2 Matching Annotations
  1. Jul 2018
    1. On 2017 Aug 30, Hilda Bastian commented:

      Although the authors draw conclusions here about cost and effectiveness of simply offering badges if certain criteria are met, the study does not support these claims. There are, for example, no data on costs for the journal, peer reviewers, or authors. Any conclusions about effectiveness are hampered by the study's design, and the lack of consideration and assessment of any potentially negative repercussions.

      It was not possible for the authors to study the effects of offering badges alone, as this intervention was part of a complex intervention: a package of 5 co-interventions, announced by the journal in November 2013 to begin taking effect from January 2014 (Eich E, 2014). All were designed to improve research transparency and/or reproducibility, and signaled a major change in editorial policy and practice. Any manuscript accepted for publication after 1 January, while being eligible for these badges, was also subject to additional editorial requirements of authors and reviewers. All authors submitting articles from 2014 faced additional reproducibility-related questions before submission, that included data disclosure assurances. Other authors have shown that although these did not all lead to the changes sought, there was considerable impact on some measures (Giofrè D, 2017).
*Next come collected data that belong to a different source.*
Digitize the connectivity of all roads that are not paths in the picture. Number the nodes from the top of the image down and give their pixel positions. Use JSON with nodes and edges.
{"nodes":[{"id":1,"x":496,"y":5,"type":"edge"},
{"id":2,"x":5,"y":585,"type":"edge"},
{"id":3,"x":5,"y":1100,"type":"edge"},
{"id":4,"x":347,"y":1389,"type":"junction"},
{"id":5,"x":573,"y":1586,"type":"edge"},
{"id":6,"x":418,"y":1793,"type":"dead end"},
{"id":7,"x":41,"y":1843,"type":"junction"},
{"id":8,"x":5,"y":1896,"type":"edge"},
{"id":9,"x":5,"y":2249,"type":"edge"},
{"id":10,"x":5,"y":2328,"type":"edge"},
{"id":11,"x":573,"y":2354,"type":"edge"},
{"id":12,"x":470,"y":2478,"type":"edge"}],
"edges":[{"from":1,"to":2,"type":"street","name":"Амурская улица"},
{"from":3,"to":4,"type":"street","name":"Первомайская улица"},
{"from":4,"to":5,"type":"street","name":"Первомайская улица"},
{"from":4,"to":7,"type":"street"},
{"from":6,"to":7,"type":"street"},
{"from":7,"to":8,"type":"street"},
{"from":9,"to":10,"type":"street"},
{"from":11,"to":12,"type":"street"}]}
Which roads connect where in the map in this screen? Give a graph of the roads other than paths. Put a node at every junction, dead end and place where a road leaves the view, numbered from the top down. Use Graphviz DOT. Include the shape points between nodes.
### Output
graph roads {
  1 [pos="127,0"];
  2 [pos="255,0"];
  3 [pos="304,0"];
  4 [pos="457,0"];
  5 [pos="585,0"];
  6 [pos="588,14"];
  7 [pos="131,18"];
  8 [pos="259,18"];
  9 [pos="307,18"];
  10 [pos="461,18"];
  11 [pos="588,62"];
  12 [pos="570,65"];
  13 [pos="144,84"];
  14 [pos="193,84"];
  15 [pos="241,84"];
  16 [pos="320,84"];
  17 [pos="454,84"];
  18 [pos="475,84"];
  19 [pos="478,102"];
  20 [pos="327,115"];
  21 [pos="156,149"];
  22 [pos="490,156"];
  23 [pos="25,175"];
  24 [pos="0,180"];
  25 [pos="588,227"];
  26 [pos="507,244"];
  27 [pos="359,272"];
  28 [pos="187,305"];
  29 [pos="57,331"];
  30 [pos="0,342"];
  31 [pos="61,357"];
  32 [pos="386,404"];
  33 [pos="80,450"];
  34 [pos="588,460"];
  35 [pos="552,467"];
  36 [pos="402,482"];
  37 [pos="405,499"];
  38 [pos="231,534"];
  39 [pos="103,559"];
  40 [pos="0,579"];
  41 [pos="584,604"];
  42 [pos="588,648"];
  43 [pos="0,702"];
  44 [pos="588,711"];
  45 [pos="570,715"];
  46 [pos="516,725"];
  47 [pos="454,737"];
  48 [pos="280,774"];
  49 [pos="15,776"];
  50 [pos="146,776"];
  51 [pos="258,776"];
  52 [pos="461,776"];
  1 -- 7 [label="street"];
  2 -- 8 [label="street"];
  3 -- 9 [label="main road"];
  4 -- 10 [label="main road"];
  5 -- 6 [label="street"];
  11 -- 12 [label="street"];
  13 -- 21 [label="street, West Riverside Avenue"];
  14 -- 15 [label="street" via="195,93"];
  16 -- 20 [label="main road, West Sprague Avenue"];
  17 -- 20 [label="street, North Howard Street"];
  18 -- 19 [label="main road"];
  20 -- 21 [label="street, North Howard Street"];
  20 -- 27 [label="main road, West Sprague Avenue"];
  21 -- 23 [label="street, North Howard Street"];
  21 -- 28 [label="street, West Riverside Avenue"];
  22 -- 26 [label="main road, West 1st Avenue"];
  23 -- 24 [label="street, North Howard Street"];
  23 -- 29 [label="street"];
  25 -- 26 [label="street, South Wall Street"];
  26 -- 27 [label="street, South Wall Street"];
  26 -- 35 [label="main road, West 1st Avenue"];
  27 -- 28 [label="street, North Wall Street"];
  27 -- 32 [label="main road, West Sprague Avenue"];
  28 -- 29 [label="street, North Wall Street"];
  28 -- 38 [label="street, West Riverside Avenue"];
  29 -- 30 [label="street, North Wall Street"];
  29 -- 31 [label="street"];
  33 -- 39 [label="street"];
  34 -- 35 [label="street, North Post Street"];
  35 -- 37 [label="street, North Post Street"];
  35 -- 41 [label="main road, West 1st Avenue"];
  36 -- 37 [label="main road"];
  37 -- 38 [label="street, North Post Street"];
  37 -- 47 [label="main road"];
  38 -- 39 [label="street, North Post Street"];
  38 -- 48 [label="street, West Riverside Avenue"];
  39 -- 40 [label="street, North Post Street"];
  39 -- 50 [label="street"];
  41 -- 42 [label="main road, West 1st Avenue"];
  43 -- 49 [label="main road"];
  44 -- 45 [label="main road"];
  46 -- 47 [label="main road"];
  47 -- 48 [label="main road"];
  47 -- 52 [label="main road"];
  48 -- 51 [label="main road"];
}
      Data on the impact on submissions, editorial rejections, and length of time until publication of accepted articles is not provided in this paper by Kidwell and colleagues. These would be necessary to gain perspective on the burdens and impact of the intervention package. I had a look at the impact on publications, though. It is clear from the data as collected in this study, and from a more extended timeframe based on analysis of date of e-publication, that the package of interventions appears to have led to a considerable drop in publication of articles (see my blog post, Absolutely Maybe, 2017). The number of articles receiving badges is small. During the year in this study from the awarding of the first badge, it was about 4 articles a month. That first dropped, then rose since, while at the same time the number of publications by Psychological Science has dropped to less than half the rate it was in the year before this package of interventions was introduced, leading to a substantial increase in percentage, while the absolute numbers of compliant articles remains small.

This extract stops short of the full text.